Land Bank internal audit: 48 properties linked to federal probe

Program was shut down May 21

INDIANAPOLIS - New details were revealed from the internal audit conducted in the wake of the federal investigation of the Indianapolis Land Bank program.

Two city administrators and three other people were indicted for accepting bribes and kickbacks related to the sale of property from the Land Bank program.

The Indianapolis Land Bank program took abandoned and foreclosed properties that had no buyers in the tax sale and made them available to nonprofit organizations for as little as $1,000.

The 111-page document forwarded to federal investigators revealed the discovery of at least 48 additional properties that were linked to the three nonprofits indicted last month by federal investigators.

“It would really be up to federal investigators to decide if any of these additional properties had alleged wrongdoing or not. All we can say is that these properties were associated with those named in the indictment,” said mayoral spokesman Marc Lotter.

The indictments handed down last month named five individuals, including two city employees, for a scheme of soliciting and accepting bribes and kickbacks for favorable actions regarding the sale of properties in the Land Bank.

In the Mapleton-Fall Creek area, some neighborhoods had vacancy rates of 65 percent. The Land Bank helped to bring 70 new homeowners into the neighborhood in the past year alone.

“We just have to make sure that we protect our investment, we protect the interests of the community and that we work with people that will sustain the development that we have,” said Leigh Riley Evans with the Mapleton-Fall Creek Development Corporation.

The seizure of the Land Bank records May 21 effectively shut down the program.

In the meantime, maintenance, upkeep and mowing expenses for more than 1,200 homes in the Land Bank program continue to mount.
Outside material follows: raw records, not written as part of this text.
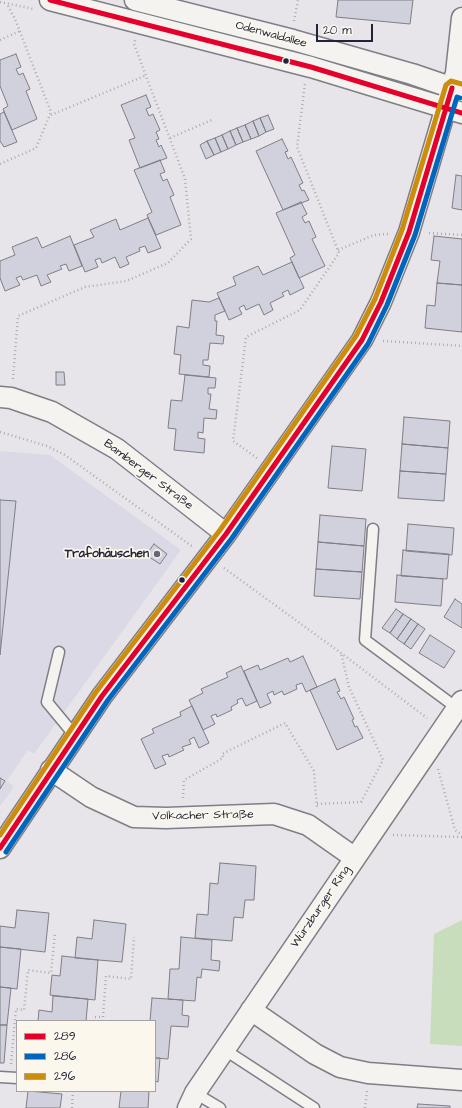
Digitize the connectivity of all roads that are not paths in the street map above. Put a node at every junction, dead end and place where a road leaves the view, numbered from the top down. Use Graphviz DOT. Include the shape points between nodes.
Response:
graph roads {
  1 [pos="50,0"];
  2 [pos="135,0"];
  3 [pos="462,18"];
  4 [pos="457,89"];
  5 [pos="454,110"];
  6 [pos="6,398"];
  7 [pos="373,529"];
  8 [pos="226,534"];
  9 [pos="59,652"];
  10 [pos="459,704"];
  11 [pos="76,737"];
  12 [pos="51,770"];
  13 [pos="0,848"];
  14 [pos="355,858"];
  15 [pos="251,1010"];
  16 [pos="225,1050"];
  17 [pos="462,1080"];
  18 [pos="192,1100"];
  19 [pos="220,1108"];
  20 [pos="314,1108"];
  1 -- 5 [label="street, Odenwaldallee" via="311,67"];
  2 -- 4 [label="street, Odenwaldallee" via="293,40"];
  3 -- 4 [label="street" via="456,73"];
  4 -- 5 [label="street"];
  5 -- 8 [label="street" via="409,232 381,302 362,340"];
  6 -- 8 [label="street, Bamberger Straße" via="52,412 117,449"];
  7 -- 10 [label="lane, Würzburger Ring" via="365,640"];
  8 -- 11 [label="street" via="102,696"];
  9 -- 11 [label="lane" via="47,702"];
  10 -- 14 [label="street, Würzburger Ring"];
  11 -- 12 [label="street"];
  12 -- 13 [label="street"];
  12 -- 14 [label="street, Volkacher Straße" via="92,797 134,817 183,818 274,814 308,825"];
  14 -- 15 [label="street, Würzburger Ring"];
  15 -- 16 [label="street, Würzburger Ring"];
  15 -- 17 [label="street" via="315,1054 340,1067 368,1073"];
  16 -- 18 [label="street, Würzburger Ring"];
  16 -- 20 [label="lane"];
  18 -- 19 [label="lane"];
}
“Once Mayor Ballard is convinced that we’ve got the necessary safeguards in place, that we’ve undertaken a thorough review of the process, we want to get the Land Bank operations back up and running. Because we do have abandoned homes in the community, we need to get them transitioned back and returned into productive housing stock,” Lotter said.

The U.S. Attorney’s office issued a statement saying it would have no comment on the factual assertions made in the city’s internal audit.

City officials added that they would not take any action against the innocent individuals who unwittingly purchased property that was fraudulently obtained.